DATA SHOWN:
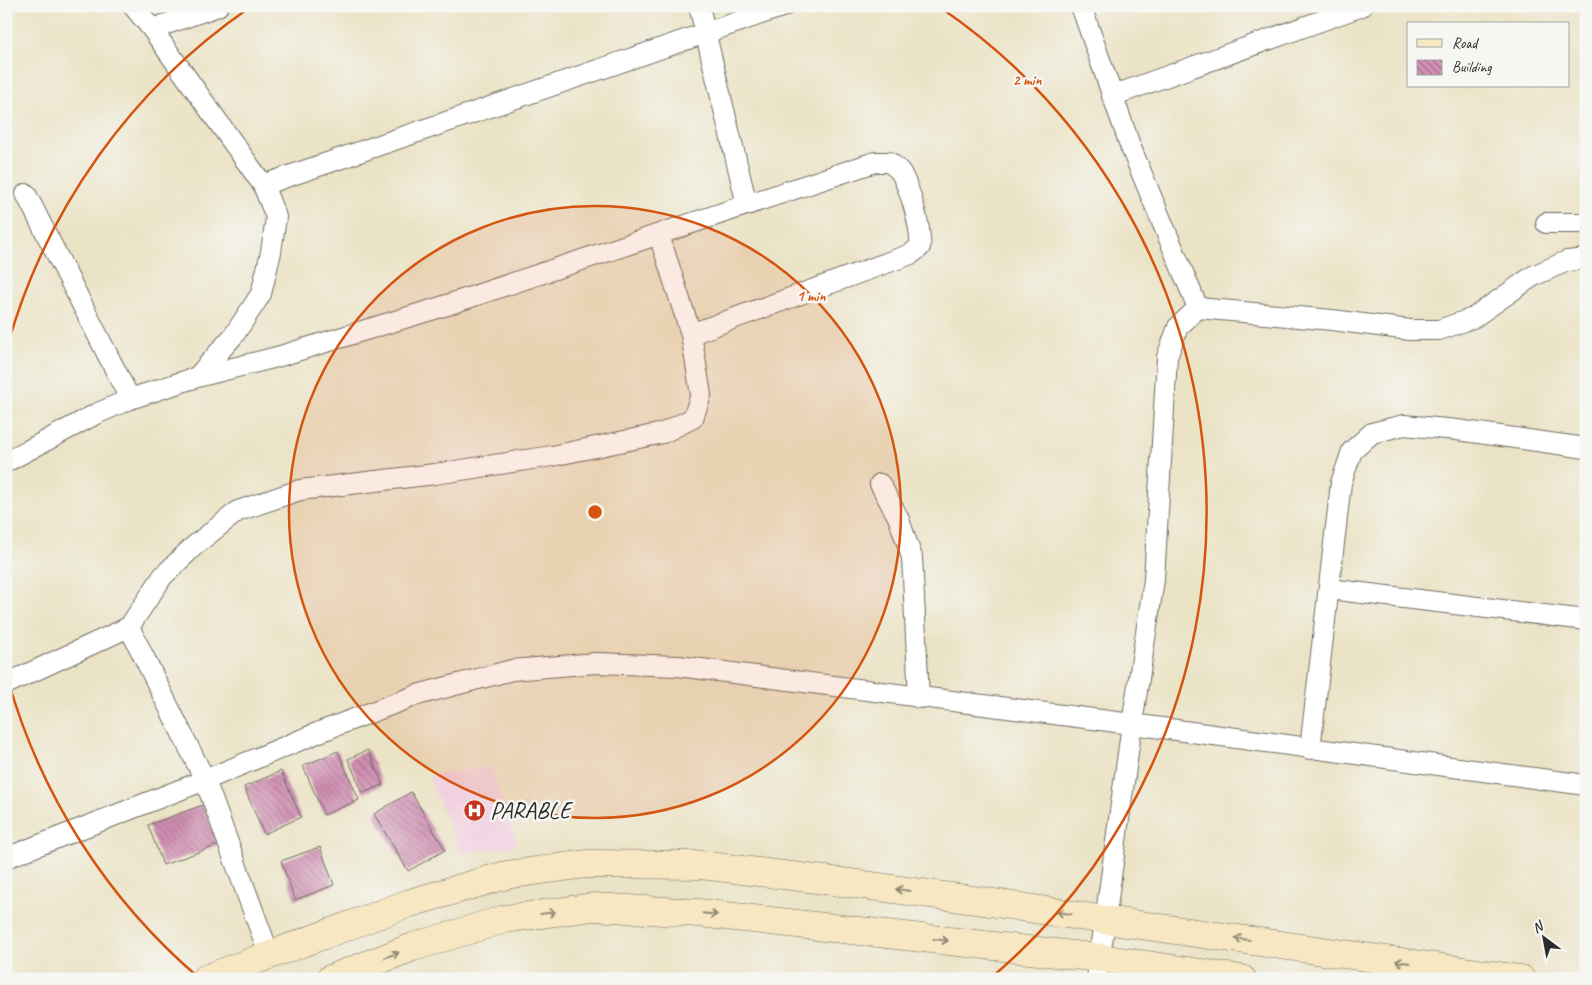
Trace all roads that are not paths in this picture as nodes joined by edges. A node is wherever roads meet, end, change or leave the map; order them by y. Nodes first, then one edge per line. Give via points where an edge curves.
1 (133, 6) edge
2 (218, 6) edge
3 (699, 6) edge
4 (784, 6) edge
5 (1081, 6) edge
6 (1362, 6) edge
7 (152, 29) junction
8 (707, 33) junction
9 (1112, 96) junction
10 (262, 184) junction
11 (26, 194) dead end
12 (747, 205) junction
13 (1586, 223) edge
14 (1546, 224) dead end
15 (659, 234) junction
16 (1586, 259) edge
17 (1198, 308) junction
18 (691, 334) junction
19 (197, 376) junction
20 (130, 399) junction
21 (1586, 448) edge
22 (6, 462) edge
23 (880, 484) dead end
24 (1329, 589) junction
25 (1586, 620) edge
26 (129, 627) junction
27 (6, 684) edge
28 (919, 698) junction
29 (1132, 724) junction
30 (1310, 749) junction
31 (205, 780) junction
32 (1586, 785) edge
33 (6, 858) edge
34 (1105, 920) junction
35 (268, 954) junction
36 (1099, 968) edge
37 (205, 979) edge
38 (330, 979) edge
39 (1242, 979) edge
40 (1520, 979) edge

1 - 7 street
2 - 7 street
3 - 8 street
4 - 8 street
5 - 9 street
6 - 9 street
7 - 10 street
8 - 10 street
8 - 12 street
9 - 17 street
10 - 19 street via 276,217 261,294 234,335
11 - 20 street
12 - 15 street
12 - 18 street via 875,162 890,162 900,171 906,185 921,236 920,247 911,254
13 - 14 street
15 - 18 street
15 - 19 street via 432,310 277,357
16 - 17 street via 1567,261 1533,276 1473,318 1439,330 1410,330
17 - 29 street via 1178,327 1168,357 1154,580
18 - 26 street via 701,395 693,418 663,433 552,456 300,490 238,512 194,546 163,576
19 - 20 street
20 - 22 street
21 - 24 street via 1404,425 1372,432 1352,451 1342,483
23 - 28 street via 898,518 912,557
24 - 25 street
24 - 30 street
26 - 27 street
26 - 31 street
28 - 29 street
28 - 31 street via 678,666 596,663 512,670 416,695
29 - 30 street
29 - 34 street
30 - 32 street
31 - 33 street
31 - 35 street
34 -> 35 street via 701,865 586,864 497,878 410,903
34 - 36 street
40 -> 34 street
35 - 37 street
38 -> 36 street via 413,947 505,919 593,907 699,913
36 - 39 street

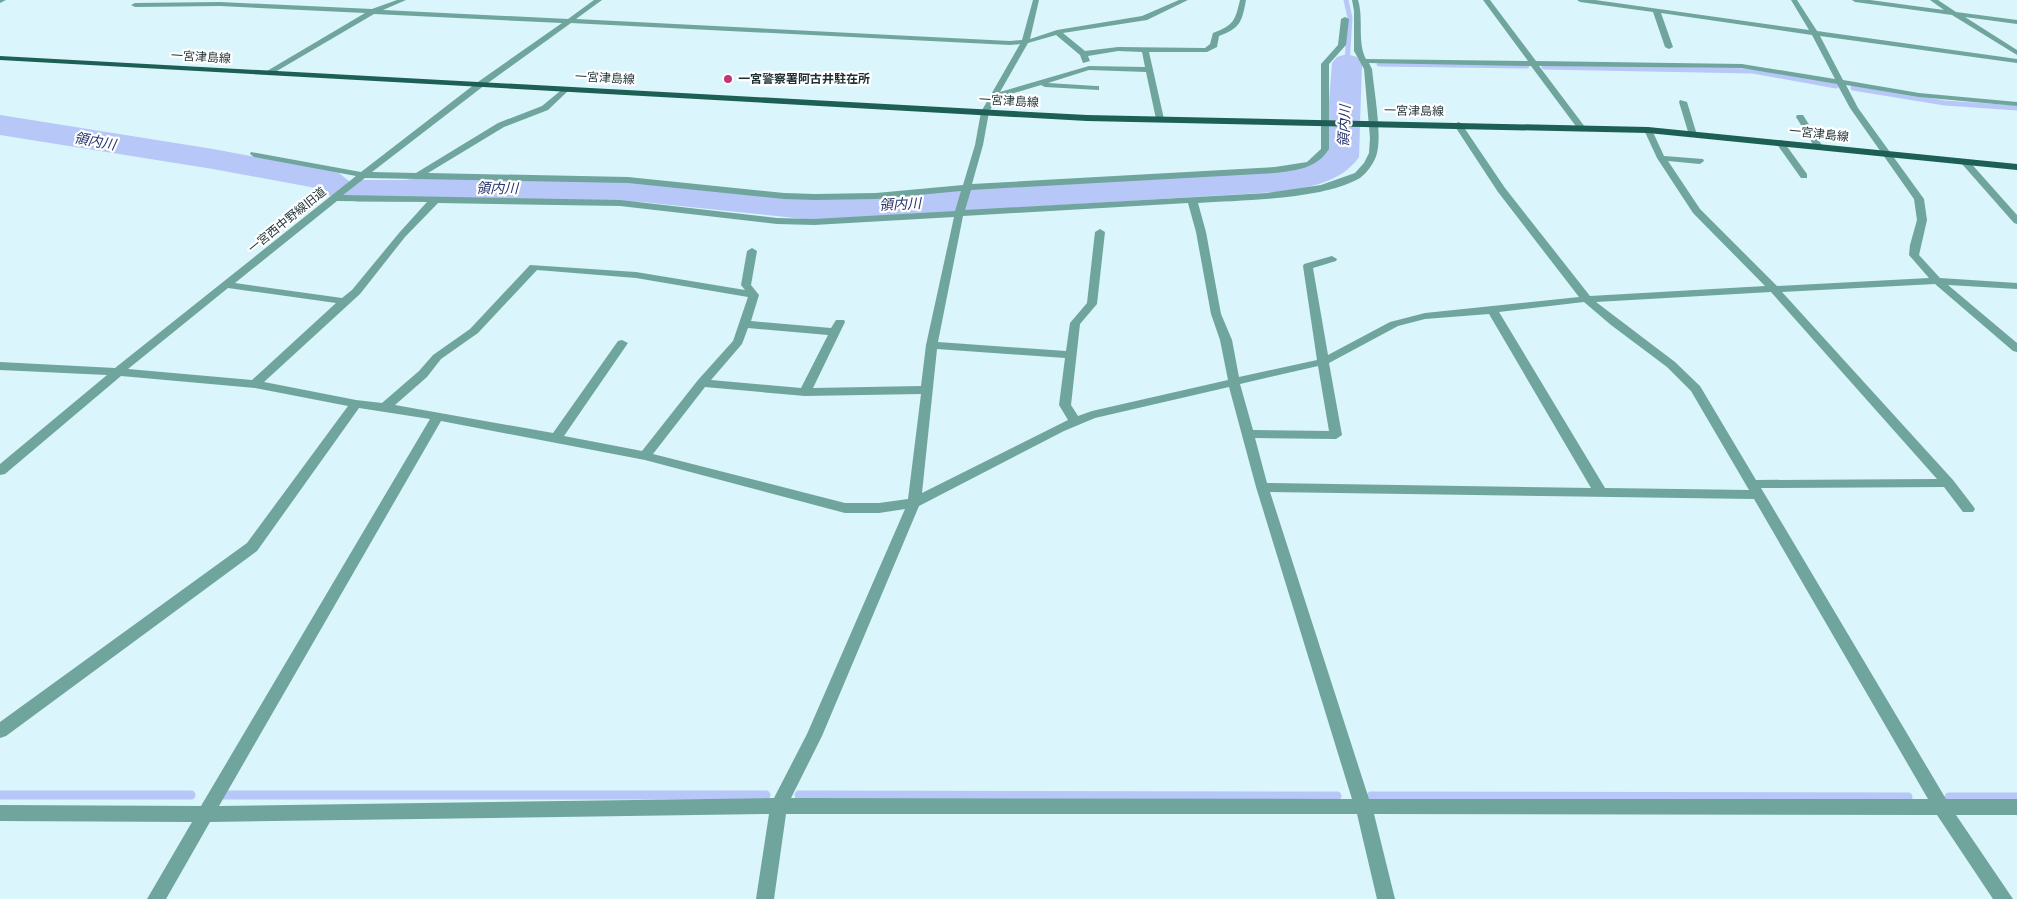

ACTIVITY:
In the listing above, count each line that holds the string "dead". Give the number only.

ANSWER TO THIS TASK:
3